* _ABOUT THIS EXERCISE_:
What is needed is the whole of the data, set down exactly.

* _SUPPLIED MATERIAL_:
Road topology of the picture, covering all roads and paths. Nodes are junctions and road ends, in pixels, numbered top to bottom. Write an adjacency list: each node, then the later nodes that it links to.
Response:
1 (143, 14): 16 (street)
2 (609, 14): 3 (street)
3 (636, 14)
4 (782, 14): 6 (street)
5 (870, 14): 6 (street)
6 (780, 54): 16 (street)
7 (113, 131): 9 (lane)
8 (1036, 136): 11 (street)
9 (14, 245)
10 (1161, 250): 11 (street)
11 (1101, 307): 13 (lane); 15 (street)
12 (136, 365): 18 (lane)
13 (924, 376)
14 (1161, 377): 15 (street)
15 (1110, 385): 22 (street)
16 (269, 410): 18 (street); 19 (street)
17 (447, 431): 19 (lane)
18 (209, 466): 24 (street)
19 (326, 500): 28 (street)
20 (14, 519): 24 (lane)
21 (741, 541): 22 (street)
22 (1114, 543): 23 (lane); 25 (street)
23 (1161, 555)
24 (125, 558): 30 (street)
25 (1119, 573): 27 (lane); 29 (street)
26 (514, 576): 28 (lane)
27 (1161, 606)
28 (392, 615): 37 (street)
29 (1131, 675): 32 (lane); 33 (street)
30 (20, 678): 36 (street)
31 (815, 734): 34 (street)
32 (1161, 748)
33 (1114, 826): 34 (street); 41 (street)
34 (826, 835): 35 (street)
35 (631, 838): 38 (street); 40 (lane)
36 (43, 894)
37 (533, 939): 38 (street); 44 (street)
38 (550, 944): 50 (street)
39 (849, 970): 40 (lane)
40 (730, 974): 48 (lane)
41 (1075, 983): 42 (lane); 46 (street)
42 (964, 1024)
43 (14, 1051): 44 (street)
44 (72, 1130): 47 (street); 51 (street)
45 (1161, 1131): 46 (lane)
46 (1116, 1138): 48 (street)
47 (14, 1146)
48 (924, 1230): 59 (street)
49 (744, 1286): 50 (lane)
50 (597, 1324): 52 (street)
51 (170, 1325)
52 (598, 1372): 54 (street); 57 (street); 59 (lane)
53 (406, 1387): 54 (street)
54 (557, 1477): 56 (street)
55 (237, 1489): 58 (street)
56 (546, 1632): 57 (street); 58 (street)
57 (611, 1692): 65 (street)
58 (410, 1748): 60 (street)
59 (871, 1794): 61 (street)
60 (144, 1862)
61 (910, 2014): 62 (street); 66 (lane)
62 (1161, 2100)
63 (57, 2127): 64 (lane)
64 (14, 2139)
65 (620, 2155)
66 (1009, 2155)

* _YOUR SOLUTION_:
Road topology of the picture, covering all roads and paths. Nodes are junctions and road ends, in pixels, numbered top to bottom. Write an adjacency list: each node, then the later nodes that it links to.
Response:
1 (143, 14): 16 (street)
2 (609, 14): 3 (street)
3 (636, 14)
4 (782, 14): 6 (street)
5 (870, 14): 6 (street)
6 (780, 54): 16 (street)
7 (113, 131): 9 (lane)
8 (1036, 136): 11 (street)
9 (14, 245)
10 (1161, 250): 11 (street)
11 (1101, 307): 13 (lane); 15 (street)
12 (136, 365): 18 (lane)
13 (924, 376)
14 (1161, 377): 15 (street)
15 (1110, 385): 22 (street)
16 (269, 410): 18 (street); 19 (street)
17 (447, 431): 19 (lane)
18 (209, 466): 24 (street)
19 (326, 500): 28 (street)
20 (14, 519): 24 (lane)
21 (741, 541): 22 (street)
22 (1114, 543): 23 (lane); 25 (street)
23 (1161, 555)
24 (125, 558): 30 (street)
25 (1119, 573): 27 (lane); 29 (street)
26 (514, 576): 28 (lane)
27 (1161, 606)
28 (392, 615): 37 (street)
29 (1131, 675): 32 (lane); 33 (street)
30 (20, 678): 36 (street)
31 (815, 734): 34 (street)
32 (1161, 748)
33 (1114, 826): 34 (street); 41 (street)
34 (826, 835): 35 (street)
35 (631, 838): 38 (street); 40 (lane)
36 (43, 894)
37 (533, 939): 38 (street); 44 (street)
38 (550, 944): 50 (street)
39 (849, 970): 40 (lane)
40 (730, 974): 48 (lane)
41 (1075, 983): 42 (lane); 46 (street)
42 (964, 1024)
43 (14, 1051): 44 (street)
44 (72, 1130): 47 (street); 51 (street)
45 (1161, 1131): 46 (lane)
46 (1116, 1138): 48 (street)
47 (14, 1146)
48 (924, 1230): 59 (street)
49 (744, 1286): 50 (lane)
50 (597, 1324): 52 (street)
51 (170, 1325)
52 (598, 1372): 54 (street); 57 (street); 59 (lane)
53 (406, 1387): 54 (street)
54 (557, 1477): 56 (street)
55 (237, 1489): 58 (street)
56 (546, 1632): 57 (street); 58 (street)
57 (611, 1692): 65 (street)
58 (410, 1748): 60 (street)
59 (871, 1794): 61 (street)
60 (144, 1862)
61 (910, 2014): 62 (street); 66 (lane)
62 (1161, 2100)
63 (57, 2127): 64 (lane)
64 (14, 2139)
65 (620, 2155)
66 (1009, 2155)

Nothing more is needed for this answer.